(Dataset entries)
---

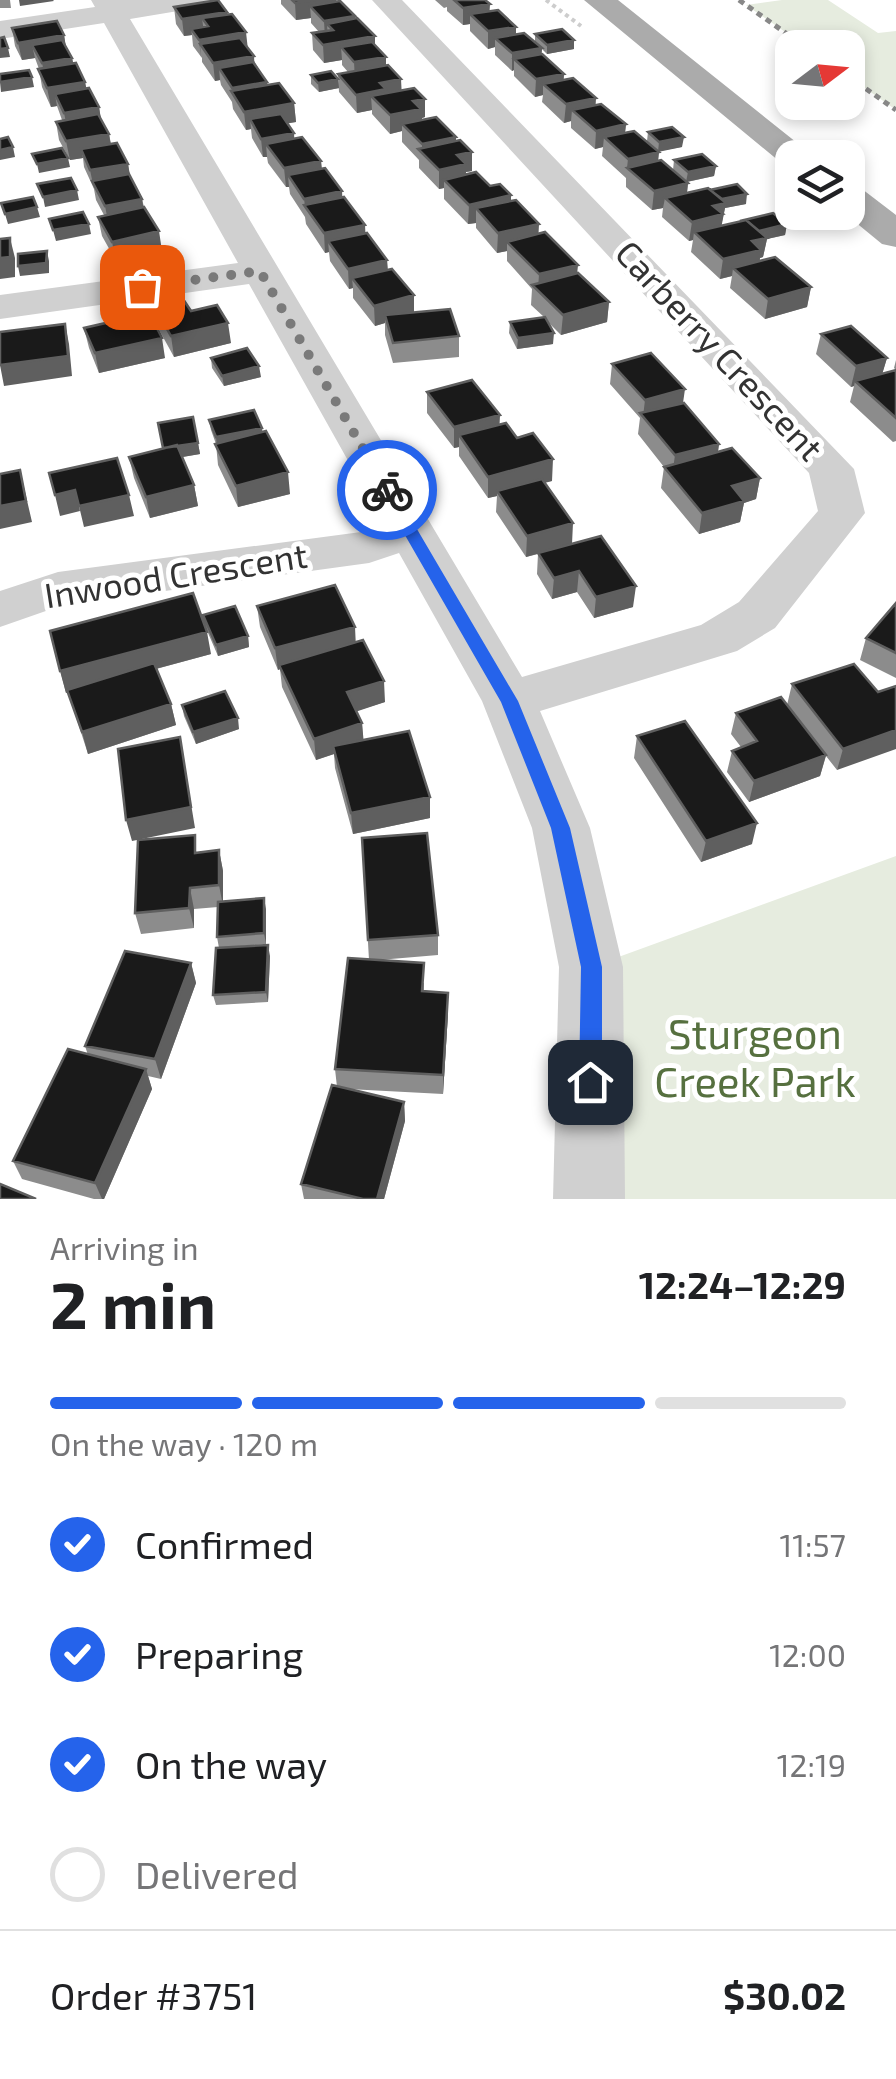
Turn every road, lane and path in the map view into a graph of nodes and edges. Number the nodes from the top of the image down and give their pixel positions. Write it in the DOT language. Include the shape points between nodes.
graph roads {
  1 [pos="196,0"];
  2 [pos="386,0"];
  3 [pos="599,0"];
  4 [pos="108,6"];
  5 [pos="0,30"];
  6 [pos="775,140"];
  7 [pos="865,210"];
  8 [pos="896,235"];
  9 [pos="260,271"];
  10 [pos="0,306"];
  11 [pos="410,530"];
  12 [pos="0,610"];
  13 [pos="509,701"];
  14 [pos="590,1199"];
  1 -- 4 [label="street"];
  2 -- 13 [label="street, Carberry Crescent" via="830,469 842,513 757,615 720,638"];
  3 -- 6 [label="main road"];
  4 -- 5 [label="street"];
  4 -- 9 [label="street"];
  7 -- 8 [label="main road"];
  9 -- 10 [label="street"];
  9 -- 11 [label="street"];
  11 -- 12 [label="street, Inwood Crescent" via="368,547 58,589"];
  11 -- 13 [label="street"];
  13 -- 14 [label="street" via="561,828 591,967"];
}
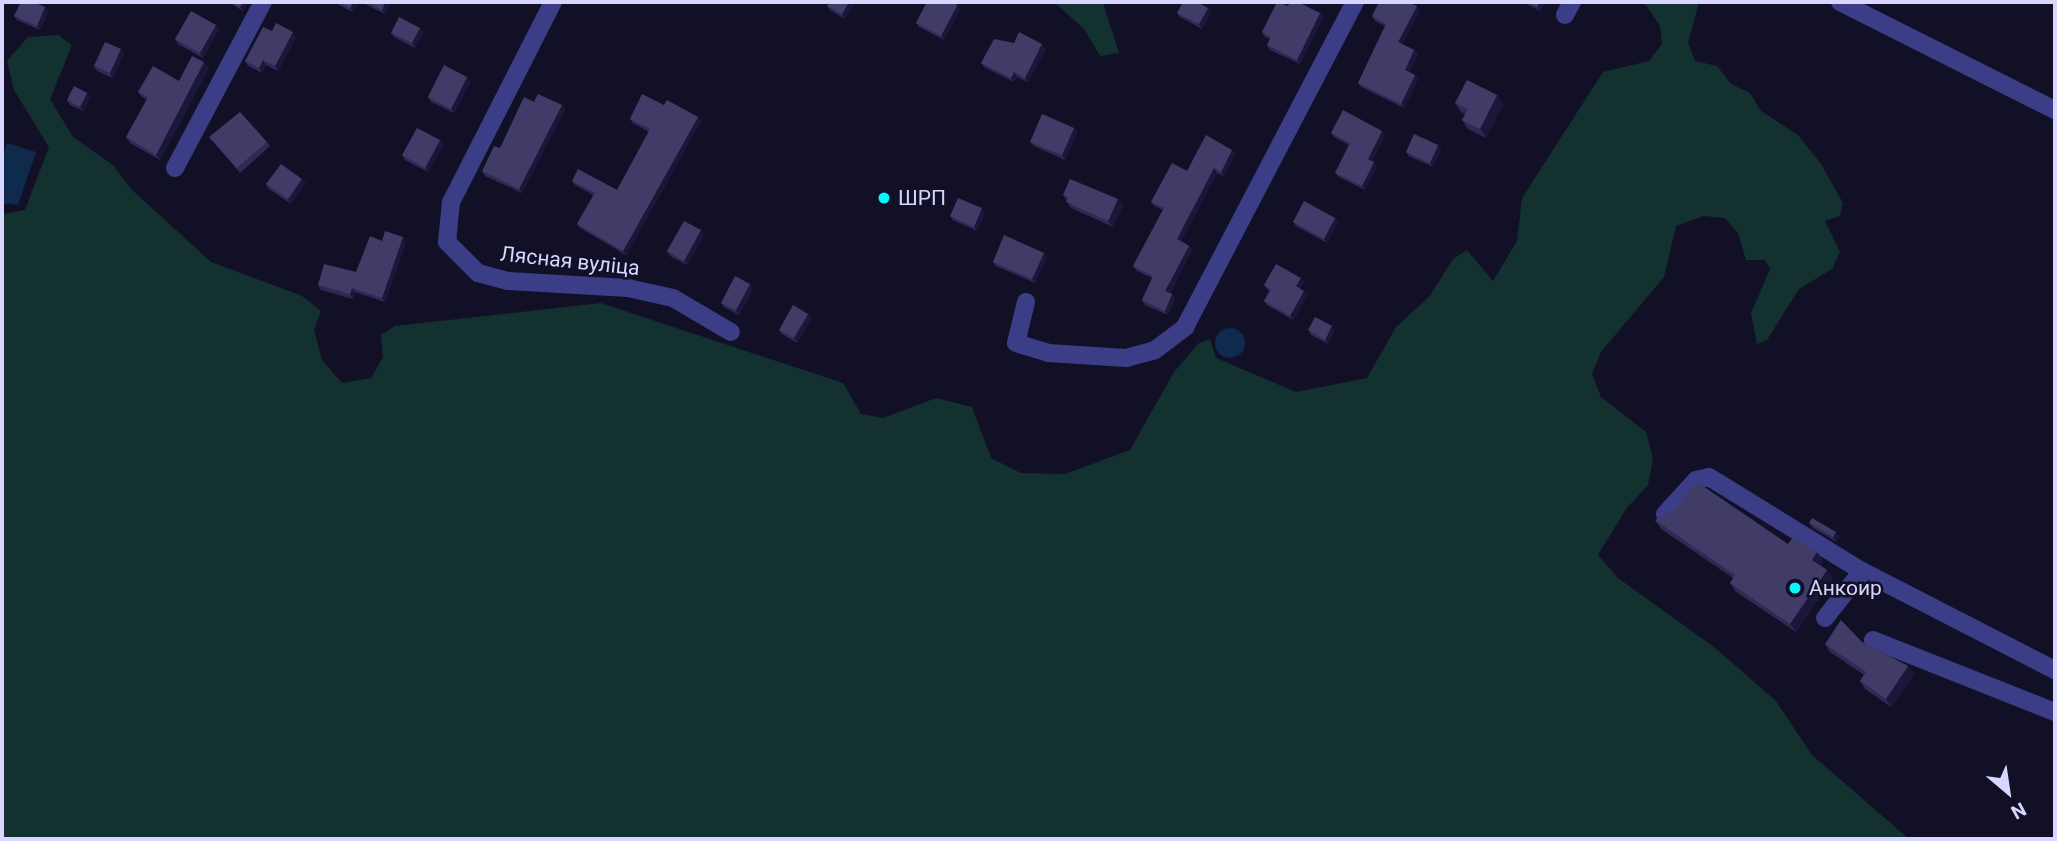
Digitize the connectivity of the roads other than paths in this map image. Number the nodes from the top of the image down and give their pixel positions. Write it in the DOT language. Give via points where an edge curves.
graph roads {
  1 [pos="263,2"];
  2 [pos="553,2"];
  3 [pos="1355,2"];
  4 [pos="1840,2"];
  5 [pos="2055,110"];
  6 [pos="175,168"];
  7 [pos="1026,303"];
  8 [pos="731,332"];
  9 [pos="1665,514"];
  10 [pos="1862,571"];
  11 [pos="1825,618"];
  12 [pos="1873,640"];
  13 [pos="2055,670"];
  14 [pos="2055,712"];
  1 -- 6 [label="street"];
  2 -- 8 [label="street, Лясная вуліца" via="451,202 447,242 478,273 508,281 628,288 673,298"];
  3 -- 7 [label="street" via="1185,327 1155,351 1126,358 1048,353 1016,343"];
  4 -- 5 [label="street"];
  9 -- 10 [label="street" via="1696,480 1709,477"];
  10 -- 11 [label="street"];
  10 -- 13 [label="street"];
  12 -- 14 [label="street"];
}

---

Restate every entry above word for word; no picture belongs in the copy.

RESULT OF THE TASK:
Turn every road, lane and path in the map view into a graph of nodes and edges. Number the nodes from the top of the image down and give their pixel positions. Write it in the DOT language. Include the shape points between nodes.
graph roads {
  1 [pos="196,0"];
  2 [pos="386,0"];
  3 [pos="599,0"];
  4 [pos="108,6"];
  5 [pos="0,30"];
  6 [pos="775,140"];
  7 [pos="865,210"];
  8 [pos="896,235"];
  9 [pos="260,271"];
  10 [pos="0,306"];
  11 [pos="410,530"];
  12 [pos="0,610"];
  13 [pos="509,701"];
  14 [pos="590,1199"];
  1 -- 4 [label="street"];
  2 -- 13 [label="street, Carberry Crescent" via="830,469 842,513 757,615 720,638"];
  3 -- 6 [label="main road"];
  4 -- 5 [label="street"];
  4 -- 9 [label="street"];
  7 -- 8 [label="main road"];
  9 -- 10 [label="street"];
  9 -- 11 [label="street"];
  11 -- 12 [label="street, Inwood Crescent" via="368,547 58,589"];
  11 -- 13 [label="street"];
  13 -- 14 [label="street" via="561,828 591,967"];
}
Digitize the connectivity of the roads other than paths in this map image. Number the nodes from the top of the image down and give their pixel positions. Write it in the DOT language. Give via points where an edge curves.
graph roads {
  1 [pos="263,2"];
  2 [pos="553,2"];
  3 [pos="1355,2"];
  4 [pos="1840,2"];
  5 [pos="2055,110"];
  6 [pos="175,168"];
  7 [pos="1026,303"];
  8 [pos="731,332"];
  9 [pos="1665,514"];
  10 [pos="1862,571"];
  11 [pos="1825,618"];
  12 [pos="1873,640"];
  13 [pos="2055,670"];
  14 [pos="2055,712"];
  1 -- 6 [label="street"];
  2 -- 8 [label="street, Лясная вуліца" via="451,202 447,242 478,273 508,281 628,288 673,298"];
  3 -- 7 [label="street" via="1185,327 1155,351 1126,358 1048,353 1016,343"];
  4 -- 5 [label="street"];
  9 -- 10 [label="street" via="1696,480 1709,477"];
  10 -- 11 [label="street"];
  10 -- 13 [label="street"];
  12 -- 14 [label="street"];
}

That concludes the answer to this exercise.